Up From Below #3: Kevin Morby and Live At Leeds In The City
The North's best newsletter visits a new century
In this week’s issue: we have a little look around New Century Hall, Manchester’s newest venue for a Kevin Morby gig, and I have some picks that you should get to know before Live At Leeds In The City in the Autumn.
New Century Hall
The only gig for this week was my first visit to New Century Hall since it re-opened as a music venue/bar/hipster hangout last year. It feels new, smells quite alright, and charges £4 for a pint of your soft drink of choice. One of these things is bad.
Whilst you can’t escape the feeling that you’re watching a band in a secondary school assembly hall, with its wooden panelling and shiny floors, the sound does a decent enough job and it’s always nice to have somewhere new to see mid-size indie artists ply their trade that doesn’t have a O2 priority queue.
Plus, the lights on the ceiling make for a lovely Instagram story don’t they?
Kevin Morby
For the uninitiated, Kevin Morby is a singer-songwriter hailing from Kansas City, Missouri. His career started in indie and garage rock before shifting over to a folk sound, but his sound - particularly in a live setting - still pulls heavily from those origins. He’s a busy lad, pretty much going at a rate of an album per year since his solo career got going a decade ago with Harlem River.
His 2022 album, This Is A Photograph, was my most-played of the year, so it was a complete treat to see him touring it at this newsletter’s favourite venue, The Brudenell, back in September.
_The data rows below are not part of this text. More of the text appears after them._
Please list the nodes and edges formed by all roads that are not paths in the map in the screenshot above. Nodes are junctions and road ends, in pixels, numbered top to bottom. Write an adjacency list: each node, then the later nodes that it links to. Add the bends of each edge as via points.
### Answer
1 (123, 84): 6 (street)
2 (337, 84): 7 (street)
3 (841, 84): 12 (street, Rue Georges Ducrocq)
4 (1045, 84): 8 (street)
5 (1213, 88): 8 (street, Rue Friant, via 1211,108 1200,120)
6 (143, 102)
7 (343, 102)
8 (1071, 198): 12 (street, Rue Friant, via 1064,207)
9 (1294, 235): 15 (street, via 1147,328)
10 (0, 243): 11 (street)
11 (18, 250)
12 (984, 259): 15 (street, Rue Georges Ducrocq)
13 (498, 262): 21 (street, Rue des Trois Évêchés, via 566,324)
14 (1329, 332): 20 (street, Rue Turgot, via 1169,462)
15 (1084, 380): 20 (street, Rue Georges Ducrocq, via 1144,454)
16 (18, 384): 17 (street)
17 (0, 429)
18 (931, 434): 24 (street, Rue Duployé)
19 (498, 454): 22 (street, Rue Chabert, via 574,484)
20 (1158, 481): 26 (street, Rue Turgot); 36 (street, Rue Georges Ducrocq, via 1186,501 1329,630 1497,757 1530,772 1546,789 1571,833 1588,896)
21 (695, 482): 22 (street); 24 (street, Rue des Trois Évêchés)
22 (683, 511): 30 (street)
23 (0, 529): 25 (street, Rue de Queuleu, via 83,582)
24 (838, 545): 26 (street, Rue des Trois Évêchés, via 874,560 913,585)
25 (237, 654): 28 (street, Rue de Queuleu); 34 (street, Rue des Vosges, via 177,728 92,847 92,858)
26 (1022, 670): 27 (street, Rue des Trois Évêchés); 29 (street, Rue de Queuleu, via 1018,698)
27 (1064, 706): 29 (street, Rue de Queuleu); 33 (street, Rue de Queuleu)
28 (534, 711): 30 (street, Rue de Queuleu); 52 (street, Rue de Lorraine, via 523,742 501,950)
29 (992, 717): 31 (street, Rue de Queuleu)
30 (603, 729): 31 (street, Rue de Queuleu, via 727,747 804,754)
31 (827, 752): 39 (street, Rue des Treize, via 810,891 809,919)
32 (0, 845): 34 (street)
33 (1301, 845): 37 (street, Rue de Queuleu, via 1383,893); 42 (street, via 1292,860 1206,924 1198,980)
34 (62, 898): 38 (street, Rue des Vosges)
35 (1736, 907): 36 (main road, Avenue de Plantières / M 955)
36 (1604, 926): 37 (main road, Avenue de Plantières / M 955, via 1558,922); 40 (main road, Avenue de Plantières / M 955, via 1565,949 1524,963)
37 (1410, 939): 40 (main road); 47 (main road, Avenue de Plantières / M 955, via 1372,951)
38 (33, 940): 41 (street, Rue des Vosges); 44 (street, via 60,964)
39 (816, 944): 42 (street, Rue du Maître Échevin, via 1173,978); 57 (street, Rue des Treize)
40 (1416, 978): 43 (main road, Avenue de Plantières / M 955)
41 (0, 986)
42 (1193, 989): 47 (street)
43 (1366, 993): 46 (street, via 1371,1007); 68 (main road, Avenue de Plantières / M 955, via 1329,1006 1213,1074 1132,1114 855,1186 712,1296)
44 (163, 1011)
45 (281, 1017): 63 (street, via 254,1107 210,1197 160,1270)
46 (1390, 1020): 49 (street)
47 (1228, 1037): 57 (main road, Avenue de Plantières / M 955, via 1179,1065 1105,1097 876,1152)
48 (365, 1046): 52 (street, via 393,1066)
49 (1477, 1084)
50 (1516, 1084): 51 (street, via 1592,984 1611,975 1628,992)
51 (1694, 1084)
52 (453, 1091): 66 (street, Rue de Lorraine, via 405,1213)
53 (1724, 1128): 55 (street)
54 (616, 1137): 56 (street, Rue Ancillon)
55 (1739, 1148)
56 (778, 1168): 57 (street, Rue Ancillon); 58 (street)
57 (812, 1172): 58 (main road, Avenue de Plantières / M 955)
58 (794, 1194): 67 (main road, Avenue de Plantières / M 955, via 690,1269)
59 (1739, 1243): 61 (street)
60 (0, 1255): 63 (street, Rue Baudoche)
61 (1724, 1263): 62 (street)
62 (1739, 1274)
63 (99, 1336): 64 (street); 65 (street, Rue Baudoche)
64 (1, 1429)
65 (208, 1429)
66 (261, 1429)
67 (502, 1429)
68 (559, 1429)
On this year’s tour, he’s armed with a similarly blinding set, with the added sprinkling of songs from the recently released companion to TIAP, More Photographs (A Continuum).
Speaking about that project, Morby said, “If This Is A Photograph is a house that you have been living inside of, then More Photographs is, perhaps, the same home just experienced differently. As if you, its inhabitant, have taken a tab of something psychedelic and now, suddenly, you've replaced your eyeglasses with kaleidoscopes.” Basically, it’s the same, but a little different.
The show was opened by a set from Macie Stewart (who is also providing backing vocals for Morby) who blends guitar and violin loops with her striking voice to create something really affecting.
This show at New Century Hall was a big step up in terms of capacity (1000 vs the 400 cap rooms he played in 2022), but you wouldn’t know the difference. Morby darts between flowing, garage rock jams and intimate, sprawling ballads with ease. He’s as comfortable thrashing out an extended coda for five minutes as he is crooning songs like Stop Before I Cry. On that record - written in the midst of your friend and mine, the Covid pandemic - he sings, “I wanna go out dancing / Soon as the world returns”. Now, Morby triumphantly switches things up, “I wanna go out dancing / Now that the world’s returned”.
Live At Leeds In The City
It’s that time of the year when Leeds’ most clumsily named festival comes round. Since the introduction of Live At Leeds In The Park in 2022, In The City has a new name and a renewed focus on smaller, lesser known artists coming to play in the city centre. The first wave of artists was announced last week (have a look at all of them here), and it’s pretty good!
In lieu of just one Discovery Corner this week, I’m giving you a couple, so take it in, enjoy it, the regularly scheduled one-belter-a-week format will return next week.
Hamish Hawk
Scotland produces some of the best straightforward, indie rock tunes at the minute (I’m thinking of your Fatherson’s, your We Were Promised Jetpacks’s), and Hamish Hawk fits that bill nicely too. His album from this past February, Angel Numbers, has a complete disdain for the modern world, which as you know, we appreciate around these parts: “The future is a factory / And I foresee it hating me / The brutalist industry I've seen / Not my scene”.
Cousin Tony’s Brand New Firebird
Look, they named themselves this on purpose. It’s hard to see past it. I won’t even bother trying. They’re part of a group of Australian indie bands at the minute doing really great things (Holy Holy being another standout). CTBNF tend to lean a bit art-poppy, which I don’t mind, especially when that involves throwing in as many horn solos as possible when it feels right. They also have a slower side that fits right in on some “Morning Coffee & Chill” Spotify playlists, which again, I don’t mind.
Gig Recs
Once again, we’re light on recs as the festivals take up the calendar! I’m travelling back to the 80s on Saturday at Let’s Rock Leeds, so if you’re also a middle aged man who is allegedly actually in his 20s, get on that.